Top of RECORDED INFORMATION
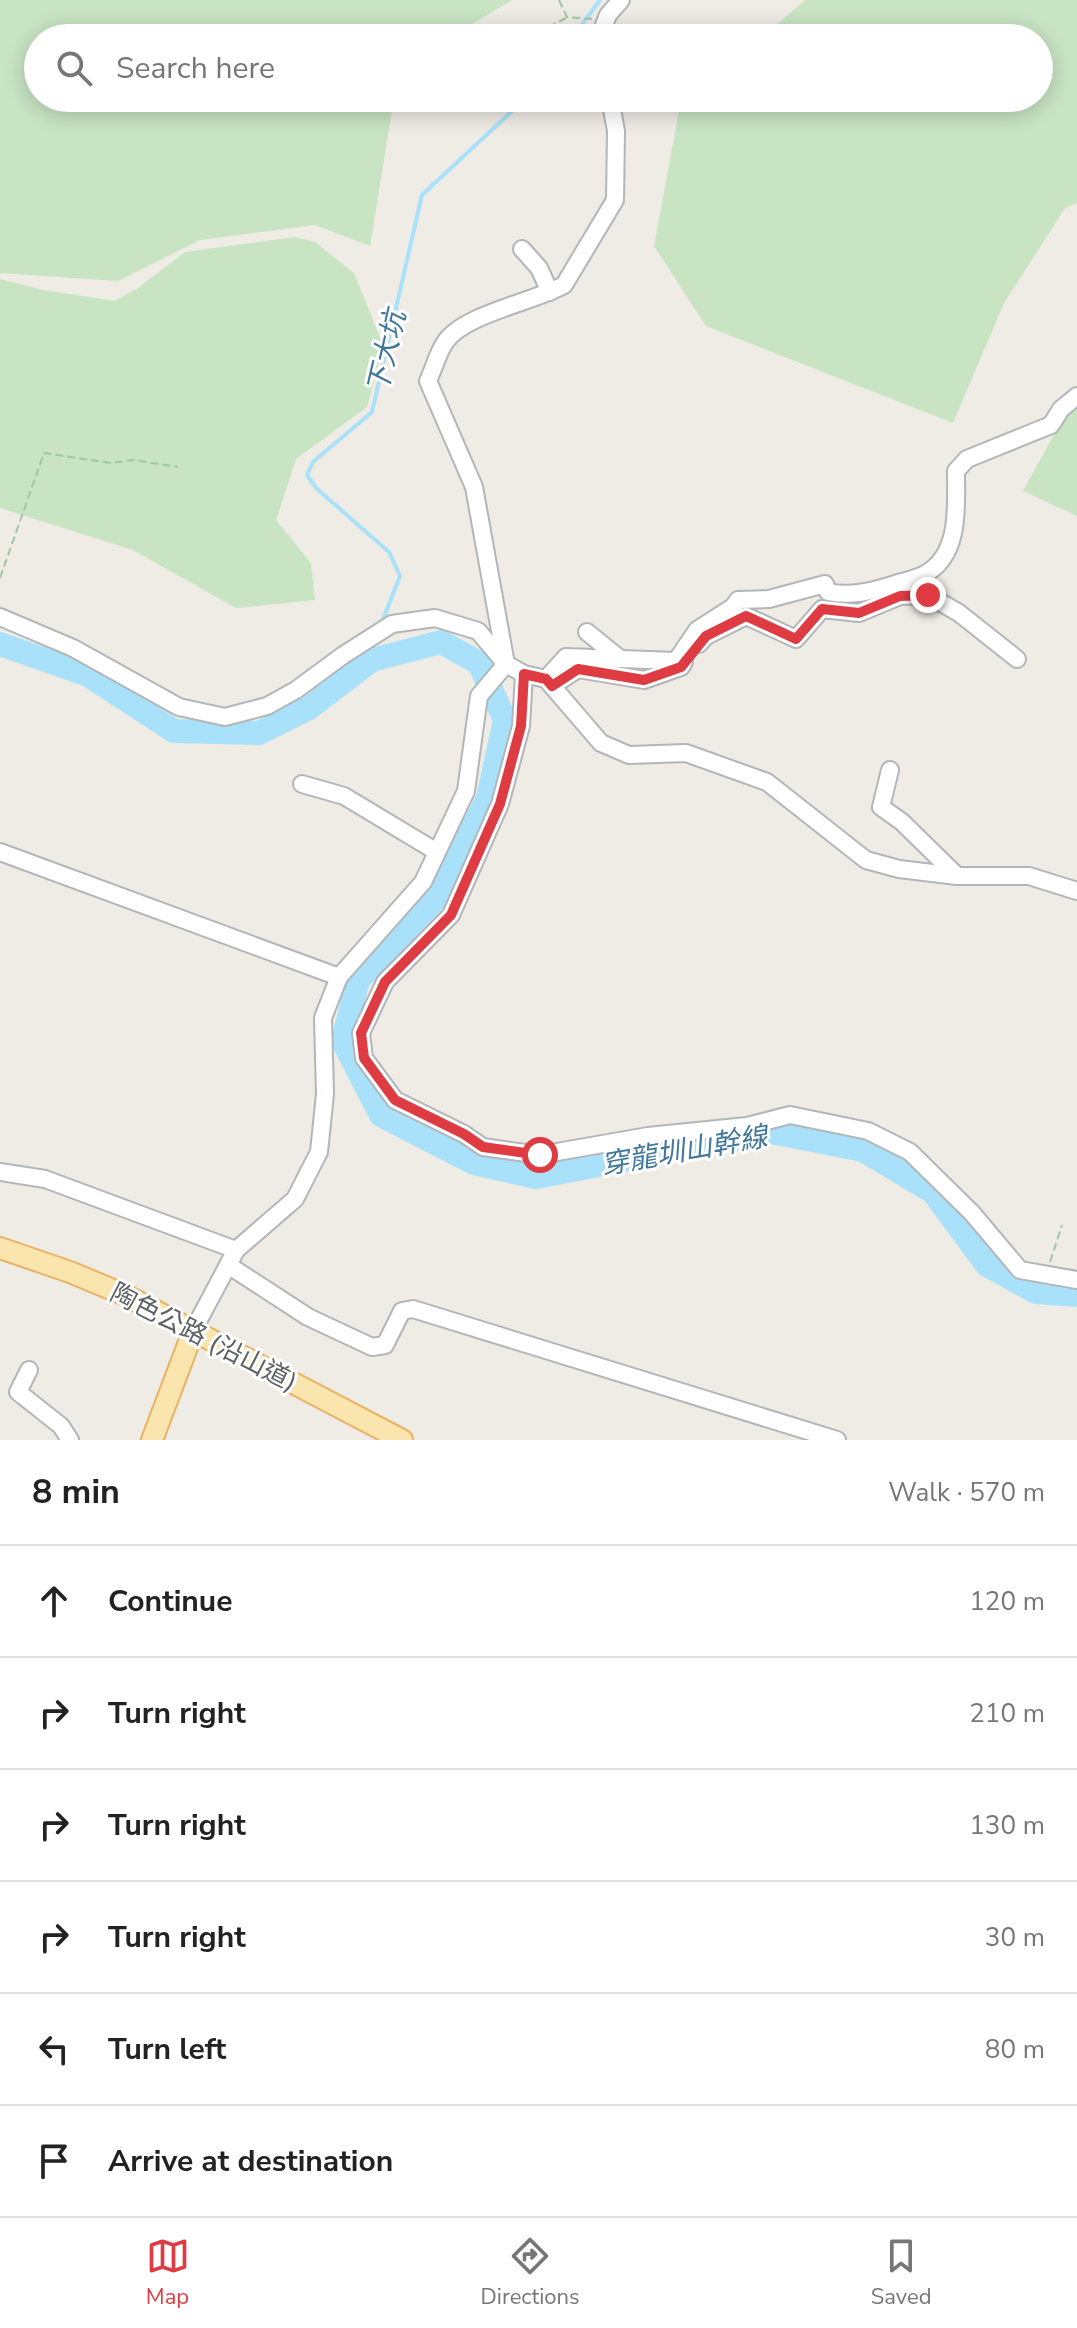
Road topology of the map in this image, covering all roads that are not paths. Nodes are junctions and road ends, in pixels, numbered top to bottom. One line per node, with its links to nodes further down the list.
1 (621, 0): 2 (street)
2 (604, 24)
3 (613, 112): 5 (street)
4 (522, 249): 5 (street)
5 (550, 292): 11 (street)
6 (1077, 396): 9 (street)
7 (0, 617): 11 (street)
8 (587, 632): 9 (street)
9 (620, 659): 13 (street)
10 (1017, 659): 13 (street)
11 (506, 664): 12 (street); 17 (street)
12 (524, 674): 13 (street); 24 (street)
13 (549, 682): 18 (street)
14 (890, 770): 18 (street)
15 (302, 784): 17 (street)
16 (0, 852): 20 (street)
17 (437, 852): 20 (street)
18 (957, 876): 19 (street)
19 (1077, 891)
20 (339, 977): 23 (street)
21 (0, 1172): 23 (street)
22 (0, 1248): 25 (main road, 陶色公路 (沿山道))
23 (232, 1258): 25 (street); 30 (street)
24 (1077, 1280)
25 (194, 1329): 28 (main road); 29 (main road, 陶色公路 (沿山道))
26 (29, 1370): 27 (street)
27 (70, 1440)
28 (152, 1440)
29 (402, 1440)
30 (837, 1440)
Bottom of RECORDED INFORMATION
■ THE PROBLEM
Copy all records exactly; omit images.

■ TASK OUTPUT
Road topology of the map in this image, covering all roads that are not paths. Nodes are junctions and road ends, in pixels, numbered top to bottom. One line per node, with its links to nodes further down the list.
1 (621, 0): 2 (street)
2 (604, 24)
3 (613, 112): 5 (street)
4 (522, 249): 5 (street)
5 (550, 292): 11 (street)
6 (1077, 396): 9 (street)
7 (0, 617): 11 (street)
8 (587, 632): 9 (street)
9 (620, 659): 13 (street)
10 (1017, 659): 13 (street)
11 (506, 664): 12 (street); 17 (street)
12 (524, 674): 13 (street); 24 (street)
13 (549, 682): 18 (street)
14 (890, 770): 18 (street)
15 (302, 784): 17 (street)
16 (0, 852): 20 (street)
17 (437, 852): 20 (street)
18 (957, 876): 19 (street)
19 (1077, 891)
20 (339, 977): 23 (street)
21 (0, 1172): 23 (street)
22 (0, 1248): 25 (main road, 陶色公路 (沿山道))
23 (232, 1258): 25 (street); 30 (street)
24 (1077, 1280)
25 (194, 1329): 28 (main road); 29 (main road, 陶色公路 (沿山道))
26 (29, 1370): 27 (street)
27 (70, 1440)
28 (152, 1440)
29 (402, 1440)
30 (837, 1440)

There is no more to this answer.